AIM OF THE TASK
Everything from the line that contains "index mcp: (481, 343)" to the end of the records below, both lines included, should be transcribed exactly and returned alone.

--- MATERIAL FOR THIS TASK Enclosed Below ---

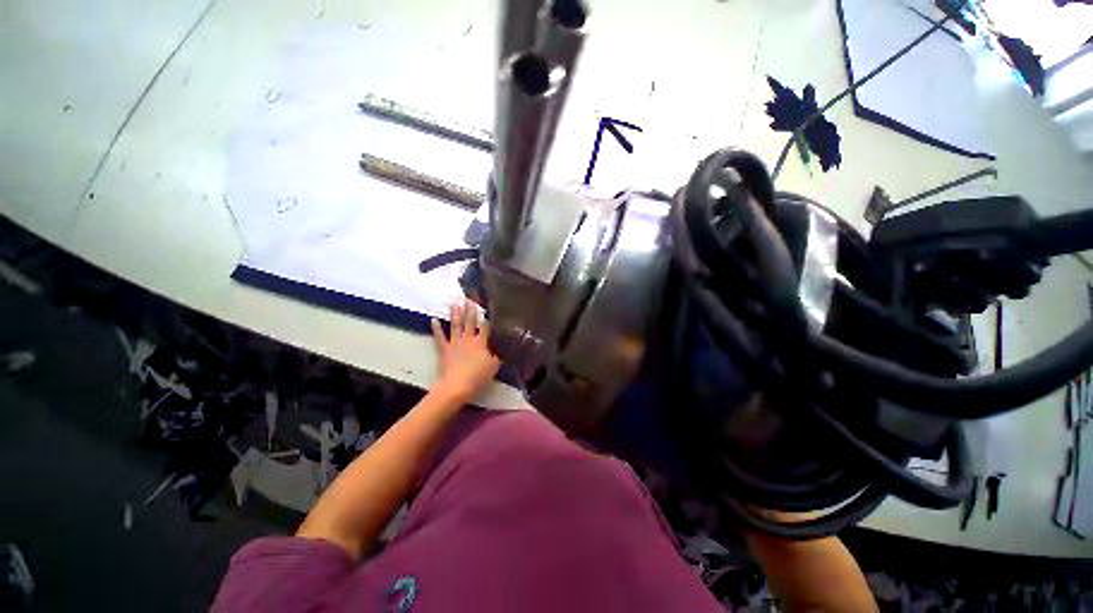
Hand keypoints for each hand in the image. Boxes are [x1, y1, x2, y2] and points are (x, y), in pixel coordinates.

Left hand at [430, 299, 500, 402]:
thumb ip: (498, 355)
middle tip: (469, 298)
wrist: (458, 385)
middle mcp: (468, 339)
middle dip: (470, 310)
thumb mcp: (494, 366)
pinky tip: (433, 320)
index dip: (486, 317)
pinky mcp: (445, 350)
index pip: (485, 327)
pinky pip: (440, 337)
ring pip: (456, 325)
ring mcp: (455, 343)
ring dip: (455, 314)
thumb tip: (502, 347)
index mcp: (481, 343)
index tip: (486, 307)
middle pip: (470, 322)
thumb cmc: (478, 376)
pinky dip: (436, 329)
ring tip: (454, 303)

--- End of Enclosed MATERIAL FOR THIS TASK ---

RESPONSE
index mcp: (481, 343)
index tip: (486, 307)
middle pip: (470, 322)
thumb cmc: (478, 376)
pinky dip: (436, 329)
ring tip: (454, 303)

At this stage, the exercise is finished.